Modern storage appliances are black magic, and you don't need much more features from NTFS. You either transparently access via NAS/SAN or store your NTFS volumes on capable disk boxes.

On the Linux world, at the higher end, there's Lustre and GPFS. ZFS is mostly for resilient, but not performance critical needs.

> I just don't get it how the Windows world - by far the largest PC platform per userbase - still doesn't have any answer to ZFS.

The mainline Linux kernel doesn't either, and I think the answer is because it's hard and high risk with a return mostly measured in technical respect?

Honest question. As an end user that uses Windows and Linux and does not uses ZFS, what I am missing?

NTFS was able to be extended in various way over the years to the point what you could do with an NTFS drive 32 years ago will feel like talking about a completely different filesystem than what you can do with it on current Windows.

Honestly I really like ReFS, particularly in context of storage spaces, but I don't think it's relevant to Microsoft's consumer desktop OS where users don't have 6 drives they need to pool together. Don't get me wrong, I use ZFS because that's what I can get running on a Linux server and I'm not going to go run Windows Server just for the storage pooling... but ReFS + Storage Spaces wins my heart with the 256 MB slab approach. This means you can add+remove mixed sized drives and get the maximum space utilization for the parity settings of the pool. Here ZFS is still getting to online adds of same or larger drives 10 years later.

OS development pretty much stopped around 2000. ZFS is from 2001. I don't count a new way to organise my photos or integrate with a search engine as "OS" though.

There is occasional talk of moving the Windows implementation of OpenZFS (https://github.com/openzfsonwindows/openzfs/releases) into an officially supported tier, though that will probably come after the MacOS version (https://github.com/openzfsonosx) is officially supported.
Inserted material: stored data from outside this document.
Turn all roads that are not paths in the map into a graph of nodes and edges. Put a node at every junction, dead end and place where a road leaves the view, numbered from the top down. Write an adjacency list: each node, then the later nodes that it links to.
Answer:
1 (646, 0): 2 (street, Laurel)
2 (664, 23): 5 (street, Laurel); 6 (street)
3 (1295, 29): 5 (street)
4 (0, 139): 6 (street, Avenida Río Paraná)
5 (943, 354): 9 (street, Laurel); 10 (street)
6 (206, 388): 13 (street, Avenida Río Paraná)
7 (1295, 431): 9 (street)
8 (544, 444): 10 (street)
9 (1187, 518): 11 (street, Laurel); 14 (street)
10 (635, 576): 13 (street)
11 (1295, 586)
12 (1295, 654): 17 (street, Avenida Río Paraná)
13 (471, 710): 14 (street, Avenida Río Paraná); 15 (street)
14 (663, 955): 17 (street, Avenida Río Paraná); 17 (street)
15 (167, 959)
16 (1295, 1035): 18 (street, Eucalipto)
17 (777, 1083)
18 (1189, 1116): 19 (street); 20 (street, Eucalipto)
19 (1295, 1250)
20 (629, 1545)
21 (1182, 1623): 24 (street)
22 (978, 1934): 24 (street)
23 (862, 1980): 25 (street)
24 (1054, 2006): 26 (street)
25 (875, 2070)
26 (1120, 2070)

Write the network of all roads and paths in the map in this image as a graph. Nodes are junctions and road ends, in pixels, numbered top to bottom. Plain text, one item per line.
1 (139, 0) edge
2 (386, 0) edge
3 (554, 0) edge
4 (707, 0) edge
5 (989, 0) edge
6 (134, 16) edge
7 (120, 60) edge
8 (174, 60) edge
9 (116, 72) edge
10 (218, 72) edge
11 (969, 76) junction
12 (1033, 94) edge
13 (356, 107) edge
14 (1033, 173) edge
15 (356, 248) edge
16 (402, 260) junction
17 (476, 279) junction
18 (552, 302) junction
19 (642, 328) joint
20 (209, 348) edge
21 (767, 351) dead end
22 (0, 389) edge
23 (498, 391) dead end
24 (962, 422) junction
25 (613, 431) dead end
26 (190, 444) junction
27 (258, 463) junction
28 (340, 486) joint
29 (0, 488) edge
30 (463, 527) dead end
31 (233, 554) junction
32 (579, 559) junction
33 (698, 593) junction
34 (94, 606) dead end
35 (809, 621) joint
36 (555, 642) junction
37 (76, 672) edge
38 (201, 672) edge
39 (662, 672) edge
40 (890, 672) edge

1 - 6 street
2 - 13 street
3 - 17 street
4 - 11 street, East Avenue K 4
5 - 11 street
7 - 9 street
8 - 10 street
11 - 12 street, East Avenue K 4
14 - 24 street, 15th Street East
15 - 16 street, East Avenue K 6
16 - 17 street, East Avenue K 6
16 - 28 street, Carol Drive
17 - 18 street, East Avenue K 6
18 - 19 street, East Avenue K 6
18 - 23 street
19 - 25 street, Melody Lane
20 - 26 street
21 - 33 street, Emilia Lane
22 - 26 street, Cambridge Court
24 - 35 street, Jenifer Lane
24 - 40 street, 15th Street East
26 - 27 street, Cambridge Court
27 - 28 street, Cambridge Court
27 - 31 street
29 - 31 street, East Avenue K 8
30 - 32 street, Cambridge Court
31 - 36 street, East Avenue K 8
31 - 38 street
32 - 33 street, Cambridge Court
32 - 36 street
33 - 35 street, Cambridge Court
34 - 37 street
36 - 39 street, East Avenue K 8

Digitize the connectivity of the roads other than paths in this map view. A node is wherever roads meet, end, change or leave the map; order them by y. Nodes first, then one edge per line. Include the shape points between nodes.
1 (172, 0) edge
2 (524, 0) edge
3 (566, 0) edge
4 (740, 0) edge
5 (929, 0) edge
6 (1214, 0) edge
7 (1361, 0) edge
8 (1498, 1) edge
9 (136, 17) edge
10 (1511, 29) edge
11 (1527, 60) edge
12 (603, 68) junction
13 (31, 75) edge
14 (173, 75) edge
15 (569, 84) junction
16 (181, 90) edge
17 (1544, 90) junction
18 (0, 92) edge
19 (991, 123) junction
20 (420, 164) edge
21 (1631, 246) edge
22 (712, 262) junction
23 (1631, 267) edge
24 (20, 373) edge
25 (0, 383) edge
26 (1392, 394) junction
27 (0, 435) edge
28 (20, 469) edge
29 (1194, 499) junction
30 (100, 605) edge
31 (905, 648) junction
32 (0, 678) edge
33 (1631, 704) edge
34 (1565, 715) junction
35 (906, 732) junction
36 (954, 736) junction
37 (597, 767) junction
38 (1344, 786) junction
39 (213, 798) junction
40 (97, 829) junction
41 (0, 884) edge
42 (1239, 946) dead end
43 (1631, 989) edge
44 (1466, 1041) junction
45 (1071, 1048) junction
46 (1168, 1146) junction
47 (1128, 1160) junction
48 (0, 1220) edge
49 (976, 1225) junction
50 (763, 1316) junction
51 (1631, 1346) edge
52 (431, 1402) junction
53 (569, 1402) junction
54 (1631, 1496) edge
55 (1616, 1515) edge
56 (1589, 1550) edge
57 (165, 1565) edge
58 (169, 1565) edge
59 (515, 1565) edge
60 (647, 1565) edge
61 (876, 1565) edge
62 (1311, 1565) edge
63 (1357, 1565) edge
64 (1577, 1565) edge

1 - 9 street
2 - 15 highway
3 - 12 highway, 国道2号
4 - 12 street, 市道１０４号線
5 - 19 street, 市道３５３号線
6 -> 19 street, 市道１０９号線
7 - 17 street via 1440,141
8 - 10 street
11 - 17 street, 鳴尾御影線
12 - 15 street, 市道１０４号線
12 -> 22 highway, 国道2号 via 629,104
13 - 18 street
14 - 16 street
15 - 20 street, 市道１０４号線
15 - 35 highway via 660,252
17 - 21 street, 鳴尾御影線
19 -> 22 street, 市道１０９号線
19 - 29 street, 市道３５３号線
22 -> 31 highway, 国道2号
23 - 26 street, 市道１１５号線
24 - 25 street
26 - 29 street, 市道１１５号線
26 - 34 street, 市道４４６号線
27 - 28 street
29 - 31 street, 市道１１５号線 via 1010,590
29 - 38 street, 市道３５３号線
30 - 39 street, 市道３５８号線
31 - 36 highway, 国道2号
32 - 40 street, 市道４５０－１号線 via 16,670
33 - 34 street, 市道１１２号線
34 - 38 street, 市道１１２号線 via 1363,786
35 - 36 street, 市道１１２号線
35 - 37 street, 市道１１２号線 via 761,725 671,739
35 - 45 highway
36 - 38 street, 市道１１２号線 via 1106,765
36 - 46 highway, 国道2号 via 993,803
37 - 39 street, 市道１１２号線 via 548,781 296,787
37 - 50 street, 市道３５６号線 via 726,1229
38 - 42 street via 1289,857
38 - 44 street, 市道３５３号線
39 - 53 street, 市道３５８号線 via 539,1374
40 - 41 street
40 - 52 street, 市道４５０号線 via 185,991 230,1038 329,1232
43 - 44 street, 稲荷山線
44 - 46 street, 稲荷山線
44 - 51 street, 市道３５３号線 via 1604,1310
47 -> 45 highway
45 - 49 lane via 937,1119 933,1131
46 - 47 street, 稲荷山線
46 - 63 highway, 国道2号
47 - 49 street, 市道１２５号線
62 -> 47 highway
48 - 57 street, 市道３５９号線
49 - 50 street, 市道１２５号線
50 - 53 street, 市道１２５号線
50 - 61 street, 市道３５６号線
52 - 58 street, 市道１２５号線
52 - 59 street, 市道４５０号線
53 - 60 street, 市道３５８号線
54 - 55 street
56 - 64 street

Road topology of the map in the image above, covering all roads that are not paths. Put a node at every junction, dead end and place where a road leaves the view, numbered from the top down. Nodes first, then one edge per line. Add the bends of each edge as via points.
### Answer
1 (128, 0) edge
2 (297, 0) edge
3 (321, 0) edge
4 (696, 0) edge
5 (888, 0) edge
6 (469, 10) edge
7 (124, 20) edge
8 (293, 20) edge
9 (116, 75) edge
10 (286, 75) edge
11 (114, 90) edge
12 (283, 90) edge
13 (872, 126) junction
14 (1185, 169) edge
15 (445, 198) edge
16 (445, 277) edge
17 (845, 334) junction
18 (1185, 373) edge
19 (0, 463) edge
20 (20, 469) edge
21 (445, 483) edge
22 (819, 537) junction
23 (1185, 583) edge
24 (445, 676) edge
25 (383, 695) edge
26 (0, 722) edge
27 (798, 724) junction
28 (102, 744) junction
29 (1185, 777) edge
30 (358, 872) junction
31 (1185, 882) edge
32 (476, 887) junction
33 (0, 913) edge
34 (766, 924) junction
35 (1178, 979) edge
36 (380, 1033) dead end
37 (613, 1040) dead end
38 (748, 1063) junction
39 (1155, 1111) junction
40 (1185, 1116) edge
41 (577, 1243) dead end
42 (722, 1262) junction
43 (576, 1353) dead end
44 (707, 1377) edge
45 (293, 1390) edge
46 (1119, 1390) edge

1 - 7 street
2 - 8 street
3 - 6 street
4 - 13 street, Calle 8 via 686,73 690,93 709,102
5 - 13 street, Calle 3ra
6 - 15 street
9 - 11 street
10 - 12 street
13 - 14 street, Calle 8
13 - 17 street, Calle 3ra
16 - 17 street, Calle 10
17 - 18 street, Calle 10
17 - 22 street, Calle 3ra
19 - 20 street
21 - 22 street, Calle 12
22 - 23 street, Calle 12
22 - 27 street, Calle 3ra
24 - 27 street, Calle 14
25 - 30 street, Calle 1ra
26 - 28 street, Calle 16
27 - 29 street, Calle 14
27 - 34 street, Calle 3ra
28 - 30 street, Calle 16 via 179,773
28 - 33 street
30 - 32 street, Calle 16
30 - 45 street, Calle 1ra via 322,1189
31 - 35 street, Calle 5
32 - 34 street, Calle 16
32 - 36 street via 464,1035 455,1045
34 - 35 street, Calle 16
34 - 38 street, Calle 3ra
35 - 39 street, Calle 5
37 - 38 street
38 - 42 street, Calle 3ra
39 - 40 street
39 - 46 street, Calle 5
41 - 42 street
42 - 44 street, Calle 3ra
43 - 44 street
The same reason file deduplication is not enabled for client Windows: greed.

For example, there are numerous new file systems people use: OneDrive, Google Drive, iCloud Storage. Do you get it?

What do you mean by a ZFS compatibility layer? There is a Windows port:

https://github.com/openzfsonwindows/openzfs

Note that it is a beta.

NTFS is good enough for most people, who have a laptop with one SSD in it.

I'm not sure that's really a caveat, it just means old data might be in an inoptimal layout. Even with that, you still get the full benefits of raidzN, where up to N disks can completely fail and the pool will remain functional.

Caveat is very much expected, you should expect ZFS features to not rewrite blocks. Changes to settings only apply to new data for example.

Yaeh it's a pretty huge caveat to be honest.

    Da1 Db1 Dc1 Pa1 Pb1
    Da2 Db2 Dc2 Pa2 Pb2
    Da3 Db3 Dc3 Pa3 Pb3
    ___ ___ ___ Pa4 Pb4

___ represents free space. After expansion by one disk you would logically expect something like:

    Da1 Db1 Dc1 Da2 Pa1 Pb1
    Db2 Dc2 Da3 Db3 Pa2 Pb2
    Dc3 ___ ___ ___ Pa3 Pb3
    ___ ___ ___ ___ Pa4 Pb4

But as I understand it it would actually expand to:

    Da1 Db1 Dc1 Dd1 Pa1 Pb1
    Da2 Db2 Dc2 Dd2 Pa2 Pb2
    Da3 Db3 Dc3 Dd3 Pa3 Pb3
    ___ ___ ___ ___ Pa4 Pb4

Where the Dd1-3 blocks are just wasted. Meaning by adding a new disk to the array you're only expanding free storage by 25%... So say you have 8TB disks for a total of 24TB of storage free originally, and you have 4TB free before expansion, you would have 5TB free after expansion.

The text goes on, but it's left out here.